**Assignment**
Although the records contain pictures, repeat only the text of every line exactly.

[Saved entries]
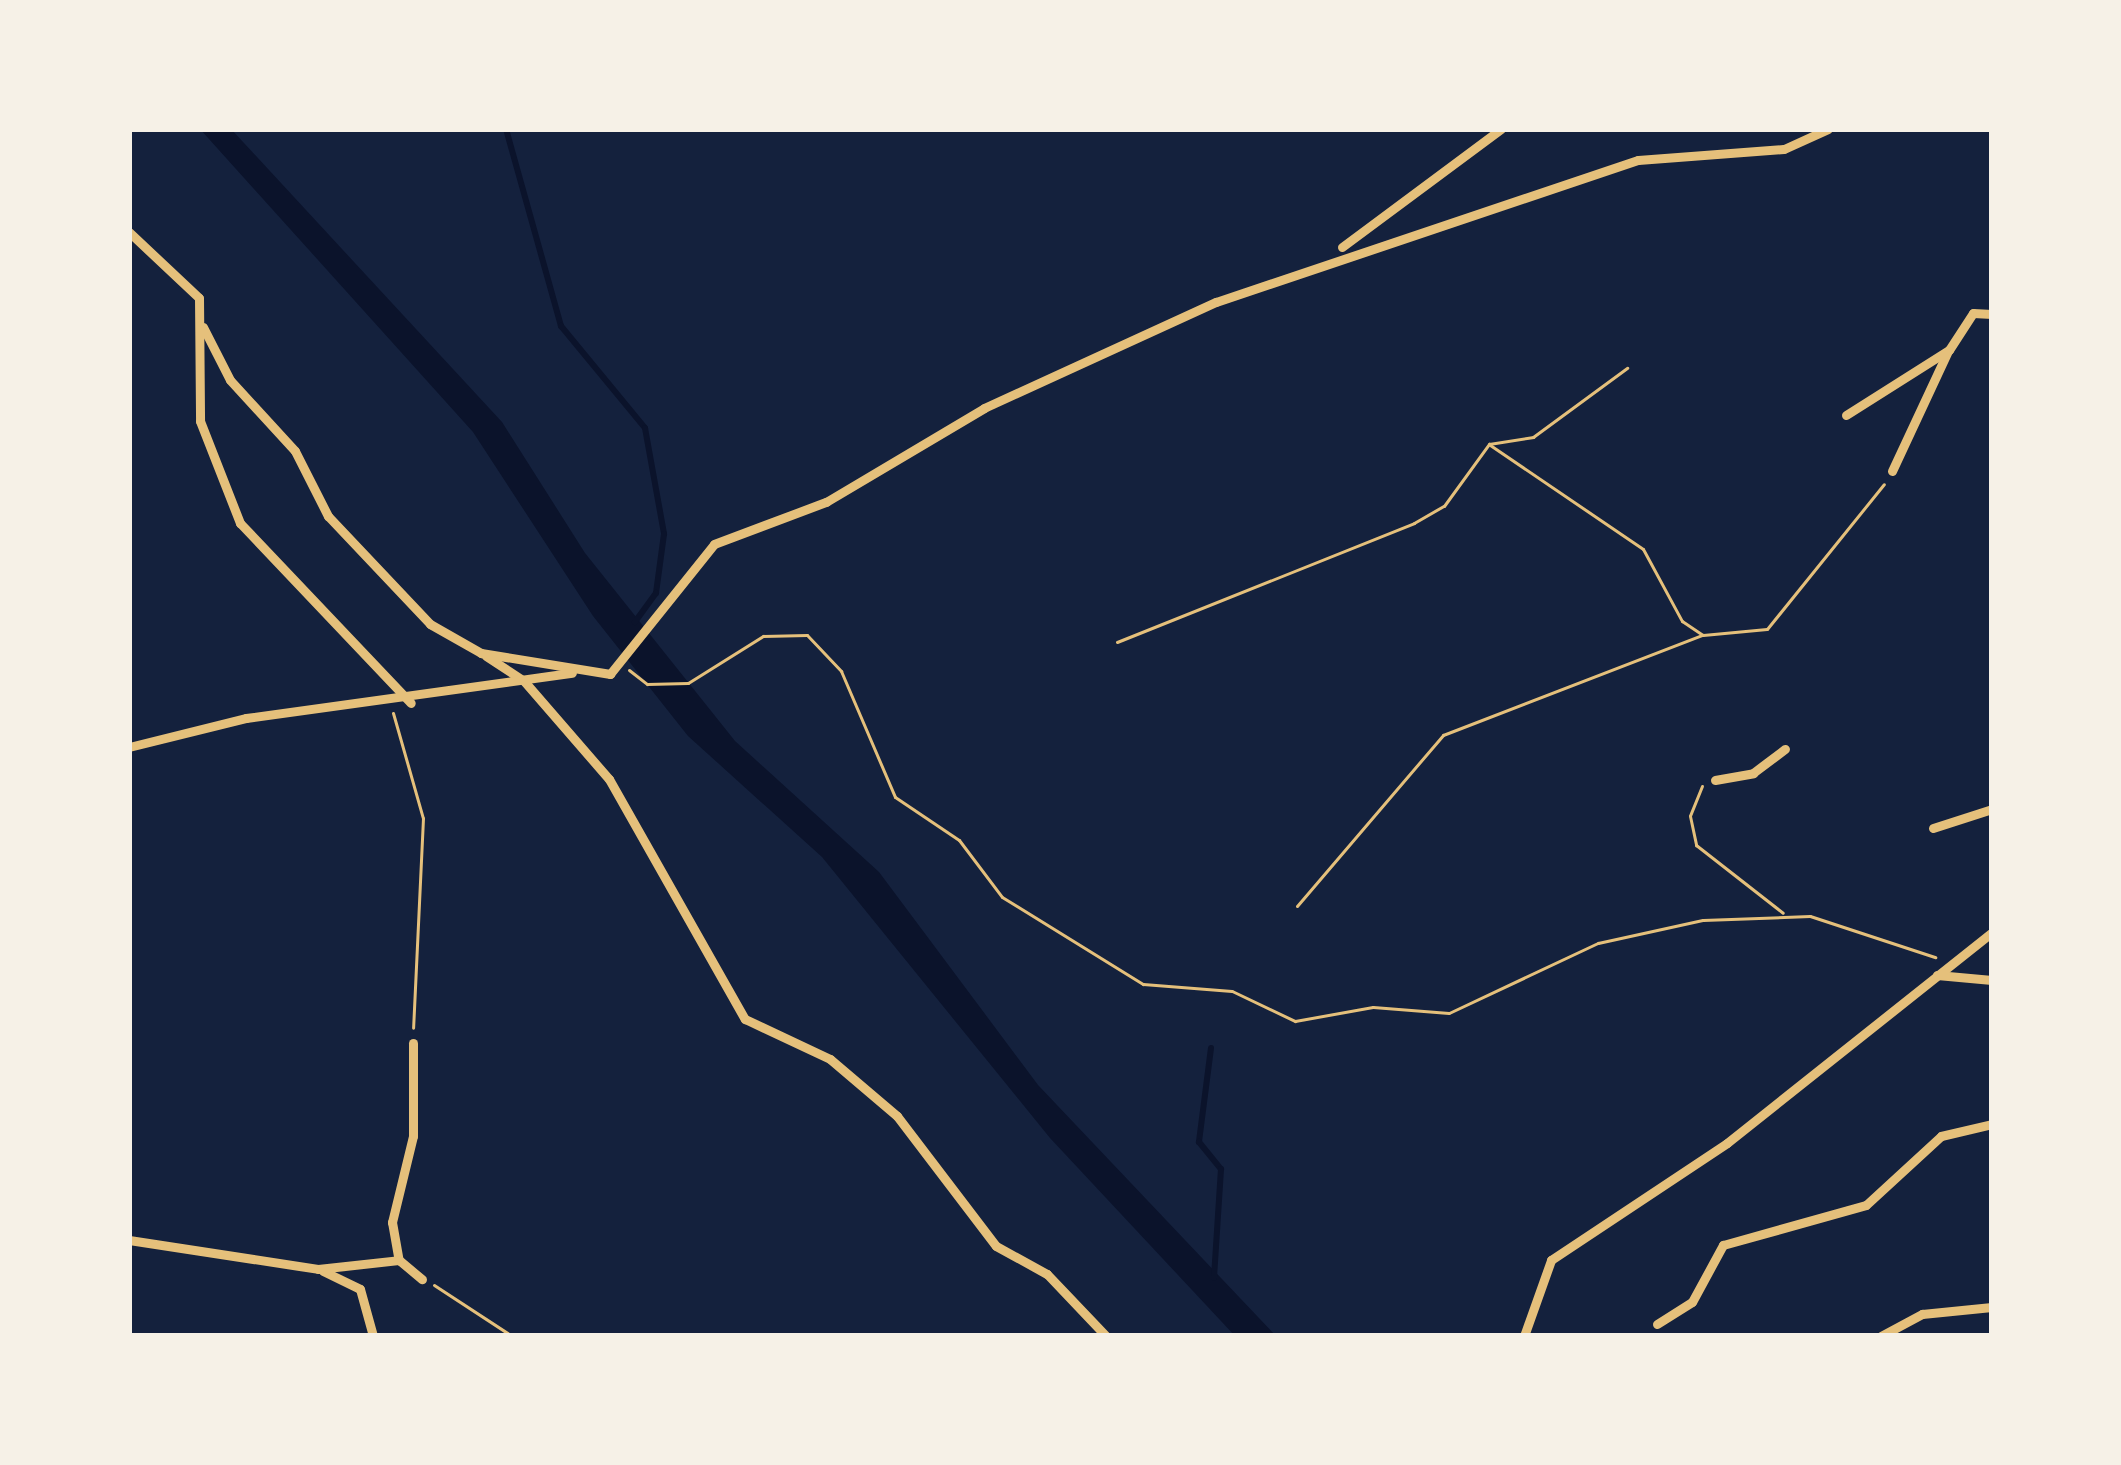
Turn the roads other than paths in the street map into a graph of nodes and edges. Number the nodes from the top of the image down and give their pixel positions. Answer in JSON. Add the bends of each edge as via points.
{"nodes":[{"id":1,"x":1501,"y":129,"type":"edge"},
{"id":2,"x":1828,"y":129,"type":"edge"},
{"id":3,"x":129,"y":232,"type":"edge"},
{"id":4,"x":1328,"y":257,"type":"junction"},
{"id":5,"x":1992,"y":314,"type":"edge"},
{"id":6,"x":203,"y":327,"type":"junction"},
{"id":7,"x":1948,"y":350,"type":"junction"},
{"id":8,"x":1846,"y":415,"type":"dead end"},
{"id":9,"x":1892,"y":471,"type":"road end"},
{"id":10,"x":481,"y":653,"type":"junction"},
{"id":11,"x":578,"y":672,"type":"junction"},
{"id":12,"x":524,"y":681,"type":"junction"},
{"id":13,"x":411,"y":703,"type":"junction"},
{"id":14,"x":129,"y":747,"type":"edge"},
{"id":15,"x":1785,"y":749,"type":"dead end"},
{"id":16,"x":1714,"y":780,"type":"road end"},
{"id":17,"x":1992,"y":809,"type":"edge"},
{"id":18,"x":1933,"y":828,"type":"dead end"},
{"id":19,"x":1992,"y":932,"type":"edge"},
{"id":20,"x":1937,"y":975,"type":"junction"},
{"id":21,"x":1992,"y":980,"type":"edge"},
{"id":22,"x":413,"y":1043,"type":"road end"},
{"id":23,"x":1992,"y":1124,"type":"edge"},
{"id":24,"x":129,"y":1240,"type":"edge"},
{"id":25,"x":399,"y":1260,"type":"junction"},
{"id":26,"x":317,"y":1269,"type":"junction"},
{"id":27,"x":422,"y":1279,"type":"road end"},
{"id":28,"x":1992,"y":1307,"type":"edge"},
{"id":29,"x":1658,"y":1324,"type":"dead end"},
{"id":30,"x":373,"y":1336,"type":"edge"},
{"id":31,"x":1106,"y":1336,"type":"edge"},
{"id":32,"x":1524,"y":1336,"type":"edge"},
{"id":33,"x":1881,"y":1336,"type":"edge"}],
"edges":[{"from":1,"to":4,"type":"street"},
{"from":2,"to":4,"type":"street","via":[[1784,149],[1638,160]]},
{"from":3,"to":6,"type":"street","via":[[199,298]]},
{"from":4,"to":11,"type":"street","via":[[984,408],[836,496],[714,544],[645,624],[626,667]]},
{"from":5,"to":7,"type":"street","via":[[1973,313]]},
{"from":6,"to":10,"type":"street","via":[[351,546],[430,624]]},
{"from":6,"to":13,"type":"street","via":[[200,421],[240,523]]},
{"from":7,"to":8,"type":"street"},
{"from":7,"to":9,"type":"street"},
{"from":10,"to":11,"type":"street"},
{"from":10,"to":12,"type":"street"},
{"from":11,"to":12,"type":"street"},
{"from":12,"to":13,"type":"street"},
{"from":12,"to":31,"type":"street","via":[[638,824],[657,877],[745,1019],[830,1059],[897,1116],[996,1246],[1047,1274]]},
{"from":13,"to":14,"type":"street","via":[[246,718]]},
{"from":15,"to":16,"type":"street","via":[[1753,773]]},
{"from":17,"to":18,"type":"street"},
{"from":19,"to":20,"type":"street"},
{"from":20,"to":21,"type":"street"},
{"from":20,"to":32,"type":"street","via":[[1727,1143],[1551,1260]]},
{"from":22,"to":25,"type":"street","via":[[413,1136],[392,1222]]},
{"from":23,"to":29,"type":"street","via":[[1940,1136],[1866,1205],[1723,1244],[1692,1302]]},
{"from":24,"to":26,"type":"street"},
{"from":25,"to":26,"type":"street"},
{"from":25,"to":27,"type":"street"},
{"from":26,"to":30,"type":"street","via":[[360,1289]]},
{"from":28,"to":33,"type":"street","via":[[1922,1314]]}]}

**Solution to the problem**
Turn the roads other than paths in the street map into a graph of nodes and edges. Number the nodes from the top of the image down and give their pixel positions. Answer in JSON. Add the bends of each edge as via points.
{"nodes":[{"id":1,"x":1501,"y":129,"type":"edge"},
{"id":2,"x":1828,"y":129,"type":"edge"},
{"id":3,"x":129,"y":232,"type":"edge"},
{"id":4,"x":1328,"y":257,"type":"junction"},
{"id":5,"x":1992,"y":314,"type":"edge"},
{"id":6,"x":203,"y":327,"type":"junction"},
{"id":7,"x":1948,"y":350,"type":"junction"},
{"id":8,"x":1846,"y":415,"type":"dead end"},
{"id":9,"x":1892,"y":471,"type":"road end"},
{"id":10,"x":481,"y":653,"type":"junction"},
{"id":11,"x":578,"y":672,"type":"junction"},
{"id":12,"x":524,"y":681,"type":"junction"},
{"id":13,"x":411,"y":703,"type":"junction"},
{"id":14,"x":129,"y":747,"type":"edge"},
{"id":15,"x":1785,"y":749,"type":"dead end"},
{"id":16,"x":1714,"y":780,"type":"road end"},
{"id":17,"x":1992,"y":809,"type":"edge"},
{"id":18,"x":1933,"y":828,"type":"dead end"},
{"id":19,"x":1992,"y":932,"type":"edge"},
{"id":20,"x":1937,"y":975,"type":"junction"},
{"id":21,"x":1992,"y":980,"type":"edge"},
{"id":22,"x":413,"y":1043,"type":"road end"},
{"id":23,"x":1992,"y":1124,"type":"edge"},
{"id":24,"x":129,"y":1240,"type":"edge"},
{"id":25,"x":399,"y":1260,"type":"junction"},
{"id":26,"x":317,"y":1269,"type":"junction"},
{"id":27,"x":422,"y":1279,"type":"road end"},
{"id":28,"x":1992,"y":1307,"type":"edge"},
{"id":29,"x":1658,"y":1324,"type":"dead end"},
{"id":30,"x":373,"y":1336,"type":"edge"},
{"id":31,"x":1106,"y":1336,"type":"edge"},
{"id":32,"x":1524,"y":1336,"type":"edge"},
{"id":33,"x":1881,"y":1336,"type":"edge"}],
"edges":[{"from":1,"to":4,"type":"street"},
{"from":2,"to":4,"type":"street","via":[[1784,149],[1638,160]]},
{"from":3,"to":6,"type":"street","via":[[199,298]]},
{"from":4,"to":11,"type":"street","via":[[984,408],[836,496],[714,544],[645,624],[626,667]]},
{"from":5,"to":7,"type":"street","via":[[1973,313]]},
{"from":6,"to":10,"type":"street","via":[[351,546],[430,624]]},
{"from":6,"to":13,"type":"street","via":[[200,421],[240,523]]},
{"from":7,"to":8,"type":"street"},
{"from":7,"to":9,"type":"street"},
{"from":10,"to":11,"type":"street"},
{"from":10,"to":12,"type":"street"},
{"from":11,"to":12,"type":"street"},
{"from":12,"to":13,"type":"street"},
{"from":12,"to":31,"type":"street","via":[[638,824],[657,877],[745,1019],[830,1059],[897,1116],[996,1246],[1047,1274]]},
{"from":13,"to":14,"type":"street","via":[[246,718]]},
{"from":15,"to":16,"type":"street","via":[[1753,773]]},
{"from":17,"to":18,"type":"street"},
{"from":19,"to":20,"type":"street"},
{"from":20,"to":21,"type":"street"},
{"from":20,"to":32,"type":"street","via":[[1727,1143],[1551,1260]]},
{"from":22,"to":25,"type":"street","via":[[413,1136],[392,1222]]},
{"from":23,"to":29,"type":"street","via":[[1940,1136],[1866,1205],[1723,1244],[1692,1302]]},
{"from":24,"to":26,"type":"street"},
{"from":25,"to":26,"type":"street"},
{"from":25,"to":27,"type":"street"},
{"from":26,"to":30,"type":"street","via":[[360,1289]]},
{"from":28,"to":33,"type":"street","via":[[1922,1314]]}]}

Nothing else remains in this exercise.